■ RECORDS SUPPLIED:
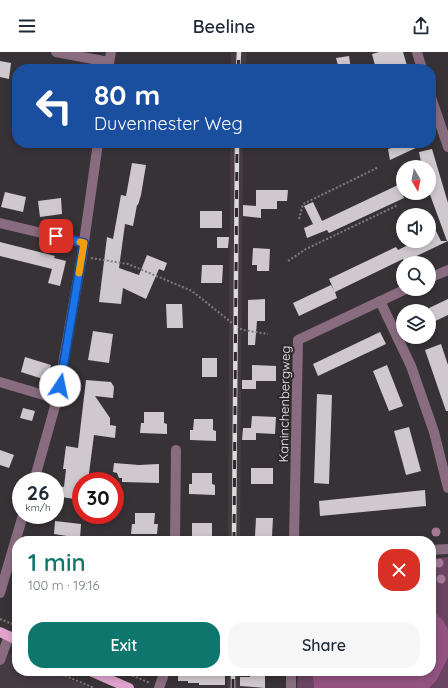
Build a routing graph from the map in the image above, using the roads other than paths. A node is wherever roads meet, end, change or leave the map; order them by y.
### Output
1 (56, 52) edge
2 (417, 52) edge
3 (109, 61) edge
4 (421, 64) edge
5 (436, 112) edge
6 (448, 147) edge
7 (97, 148) edge
8 (0, 223) edge
9 (84, 243) junction
10 (448, 270) edge
11 (436, 275) edge
12 (396, 294) edge
13 (380, 301) junction
14 (0, 382) edge
15 (57, 399) junction
16 (176, 450) dead end
17 (37, 472) edge
18 (448, 488) edge
19 (21, 524) edge
20 (18, 536) edge
21 (176, 536) edge
22 (294, 536) edge
23 (448, 549) edge
24 (436, 550) edge
25 (12, 554) edge
26 (0, 593) edge
27 (9, 636) edge
28 (0, 660) edge
29 (101, 676) edge
30 (163, 676) edge
31 (291, 676) edge
32 (129, 688) edge
33 (159, 688) edge
34 (291, 688) edge

1 - 3 street
2 - 4 street
5 - 6 street
7 - 9 street
8 - 9 street
9 - 15 street
10 - 11 street
12 - 13 street, Kaninchenbergweg
13 - 18 street
13 - 22 street, Kaninchenbergweg
14 - 15 street
15 - 17 street
16 - 21 street
19 - 20 street
23 - 24 street
25 - 26 street
27 - 28 street
29 - 32 main road
30 - 33 street
31 - 34 street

■ DIRECTIONS FOR THIS TASK:
Return the data verbatim, leaving out the pictures it holds.

■ OUTPUT:
Build a routing graph from the map in the image above, using the roads other than paths. A node is wherever roads meet, end, change or leave the map; order them by y.
### Output
1 (56, 52) edge
2 (417, 52) edge
3 (109, 61) edge
4 (421, 64) edge
5 (436, 112) edge
6 (448, 147) edge
7 (97, 148) edge
8 (0, 223) edge
9 (84, 243) junction
10 (448, 270) edge
11 (436, 275) edge
12 (396, 294) edge
13 (380, 301) junction
14 (0, 382) edge
15 (57, 399) junction
16 (176, 450) dead end
17 (37, 472) edge
18 (448, 488) edge
19 (21, 524) edge
20 (18, 536) edge
21 (176, 536) edge
22 (294, 536) edge
23 (448, 549) edge
24 (436, 550) edge
25 (12, 554) edge
26 (0, 593) edge
27 (9, 636) edge
28 (0, 660) edge
29 (101, 676) edge
30 (163, 676) edge
31 (291, 676) edge
32 (129, 688) edge
33 (159, 688) edge
34 (291, 688) edge

1 - 3 street
2 - 4 street
5 - 6 street
7 - 9 street
8 - 9 street
9 - 15 street
10 - 11 street
12 - 13 street, Kaninchenbergweg
13 - 18 street
13 - 22 street, Kaninchenbergweg
14 - 15 street
15 - 17 street
16 - 21 street
19 - 20 street
23 - 24 street
25 - 26 street
27 - 28 street
29 - 32 main road
30 - 33 street
31 - 34 street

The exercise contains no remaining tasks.